A marked reduction in hospital stay was a significant finding in our study and determinant of cost effectiveness. Although our study is not randomised, the two groups are very homogeneous and well matched for operation magnitude, coexistent morbidity (ASA) and indications, as shown in Table 1. Furthermore, we believe that our staged introduction of the various laparoscopic liver resections, dictated by our increasing confidence and skills, prevented any active selection bias. Once each new laparoscopic resection was introduced, all operations of that type from then on were attempted laparoscopically.

Length of hospital stay is influenced by social factors, need for rehabilitation, occupational and physical therapy, and employment status. We acknowledge that our results may somewhat depend on social and other local circumstances and we advocate further similar studies in different settings to confirm our findings. In our setting in Dundee, laparoscopic surgery has allowed an average 43% reduction in overall hospital stay (average of more than 5 days per patient). These figures may vary in different settings and shorter hospital stays for open surgery have been reported than that observed by us.

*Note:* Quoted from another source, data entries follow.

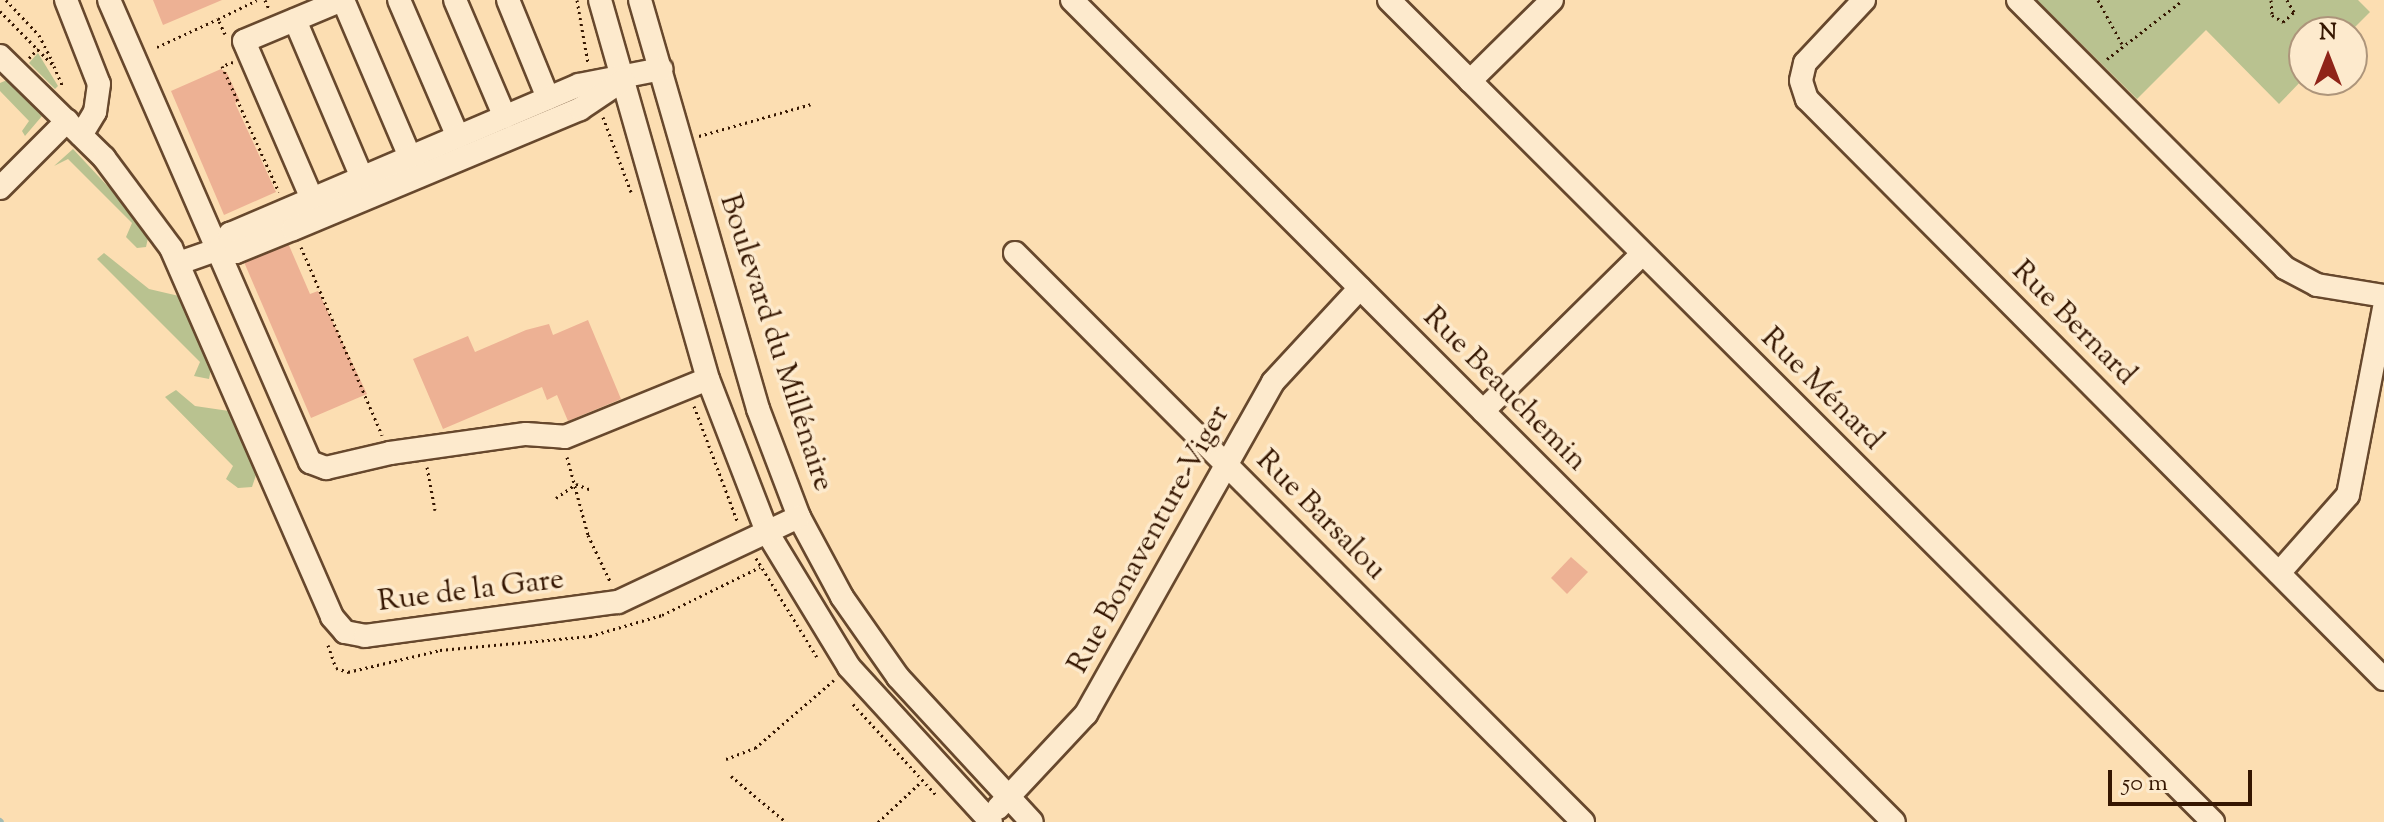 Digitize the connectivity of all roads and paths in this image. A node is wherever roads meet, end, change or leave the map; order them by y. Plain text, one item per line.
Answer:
1 (5, 0) edge
2 (53, 0) edge
3 (66, 0) edge
4 (109, 0) edge
5 (343, 0) edge
6 (399, 0) edge
7 (455, 0) edge
8 (508, 0) edge
9 (577, 0) edge
10 (600, 0) edge
11 (640, 0) edge
12 (1072, 0) edge
13 (1389, 0) edge
14 (1552, 0) edge
15 (1864, 0) edge
16 (2018, 0) edge
17 (2098, 0) edge
18 (2183, 0) edge
19 (2271, 0) edge
20 (2287, 0) edge
21 (0, 4) edge
22 (0, 11) edge
23 (218, 19) dead end
24 (295, 20) junction
25 (75, 22) junction
26 (2122, 44) junction
27 (157, 47) dead end
28 (38, 49) dead end
29 (0, 56) edge
30 (54, 66) dead end
31 (588, 66) dead end
32 (661, 69) junction
33 (2091, 74) junction
34 (623, 80) junction
35 (1470, 81) junction
36 (548, 98) junction
37 (811, 104) dead end
38 (601, 110) dead end
39 (505, 117) junction
40 (74, 128) junction
41 (458, 137) junction
42 (682, 142) junction
43 (410, 157) junction
44 (362, 178) junction
45 (0, 188) edge
46 (312, 199) junction
47 (635, 200) dead end
48 (293, 229) junction
49 (219, 249) junction
50 (1015, 253) dead end
51 (1642, 254) junction
52 (179, 263) junction
53 (1360, 288) junction
54 (2384, 296) edge
55 (2384, 308) edge
56 (708, 379) junction
57 (694, 405) dead end
58 (1483, 411) junction
59 (565, 437) junction
60 (423, 448) junction
61 (390, 453) junction
62 (1226, 464) junction
63 (576, 484) junction
64 (592, 490) dead end
65 (556, 498) dead end
66 (435, 510) dead end
67 (734, 515) dead end
68 (799, 517) junction
69 (767, 532) junction
70 (761, 566) dead end
71 (2279, 573) junction
72 (618, 602) junction
73 (333, 663) dead end
74 (2384, 679) edge
75 (834, 680) dead end
76 (726, 759) dead end
77 (731, 776) dead end
78 (922, 781) dead end
79 (1008, 798) junction
80 (990, 820) edge
81 (786, 822) edge
82 (878, 822) edge
83 (1032, 822) edge
84 (1583, 822) edge
85 (1894, 822) edge
86 (2213, 822) edge

1 - 21 path
1 - 30 path
2 - 25 street
3 - 25 street
4 - 49 street
5 - 24 street
5 - 43 street
6 - 41 street
7 - 39 street
8 - 36 street
9 - 31 path
10 - 34 street
11 - 32 street, Boulevard du Millénaire
12 - 53 street, Rue Beauchemin
13 - 35 street, Rue Ménard
14 - 35 street
15 - 71 street, Rue Bernard
16 - 33 street
17 - 26 path
18 - 26 path
19 - 20 path
22 - 28 path
23 - 27 path
24 - 44 street
24 - 46 street
25 - 40 street
26 - 33 path
29 - 40 street
32 - 34 street
32 - 42 street, Boulevard du Millénaire
33 - 54 street
34 - 36 street
34 - 48 street
34 - 56 street
35 - 51 street, Rue Ménard
36 - 39 street
37 - 42 path
38 - 47 path
39 - 41 street
40 - 45 street
40 - 52 street
41 - 43 street
42 - 68 street, Boulevard du Millénaire
43 - 44 street
44 - 46 street
46 - 49 street
48 - 49 street
48 - 61 path
49 - 52 street
49 - 61 street
50 - 62 street, Rue Barsalou
51 - 58 street
51 - 86 street, Rue Ménard
52 - 72 street, Rue de la Gare
53 - 58 street, Rue Beauchemin
53 - 62 street, Rue Bonaventure-Viger
55 - 71 street
56 - 59 street
56 - 69 street
57 - 67 path
58 - 85 street, Rue Beauchemin
59 - 60 street
59 - 63 path
60 - 61 street
60 - 66 path
62 - 79 street, Rue Bonaventure-Viger
62 - 84 street, Rue Barsalou
63 - 64 path
63 - 65 path
63 - 72 path
68 - 69 street, Rue de la Gare
68 - 79 street, Boulevard du Millénaire
69 - 72 street, Rue de la Gare
69 - 80 street
70 - 73 path, Rue de la Gare
71 - 74 street, Rue Bernard
75 - 76 path
77 - 81 path
78 - 82 path
79 - 80 street, Rue Bonaventure-Viger
79 - 83 street, Boulevard du Millénaire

We are confident that a significant reduction in hospital stay can be achieved in any setting by laparoscopic surgery compared with open surgery in case-matched groups.

Reduced hospital stay after open surgery is achievable by implementation of an enhanced recovery programme (ERP), as shown in colon and liver surgery [32, 36]. Enhanced recovery programmes aim to reduce the physiological and psychological stress of surgery and to improve patients’ reaction by optimising perioperative factors and by manipulating patients expectations after surgery. It has been suggested that adoption of such programmes after open surgery, leading to reduction in hospital stay with assumed reduction in cost, may negate some of the benefits of laparoscopic surgery [32, 36]. Although we are fully supportive of the widest implementation of ERPs or any other measure to improve patients’ acceptability and outcome after open surgery, we feel that the most valuable advantages of laparoscopic surgery are certainly not its shorter hospital stay and lower hospital cost. Characteristically, these are related to the minimal invasiveness of the technique with smaller surgical wounds, significant reduction in postoperative pain and quicker patient mobilization that translate to significant reduction in wound infection rates, incisional hernias, and respiratory and thromboembolic complications. The psychological benefit obtained by manipulating patients’ expectations typical of ERPs is however not to be neglected and for this reason we look forward to the natural extension of enhanced recovery protocols to laparoscopic liver surgery, to further maximize its advantages to patients and benefits to hospital finances. With appropriate preparation and in the appropriate settings, as demonstrated by Koffron et al. [16] in the largest published series of laparoscopic liver resections to date, the average hospital stay can be as low as 1.9 days. Although this may appear an overambitious target to achieve in a UK or European setting, it would suggest that length of stay in the West is set to drop with increasing surgeon and patient confidence in the technique.

Conclusions

Laparoscopic surgery for liver segmentectomy and bisegmentectomy when compared with open surgery of matched magnitude is cost effective. It also proved safe and was associated with lower morbidity than open surgery. Large-scale application of this technique could therefore translate to significant savings to hospitals and reduction of health care expenditure.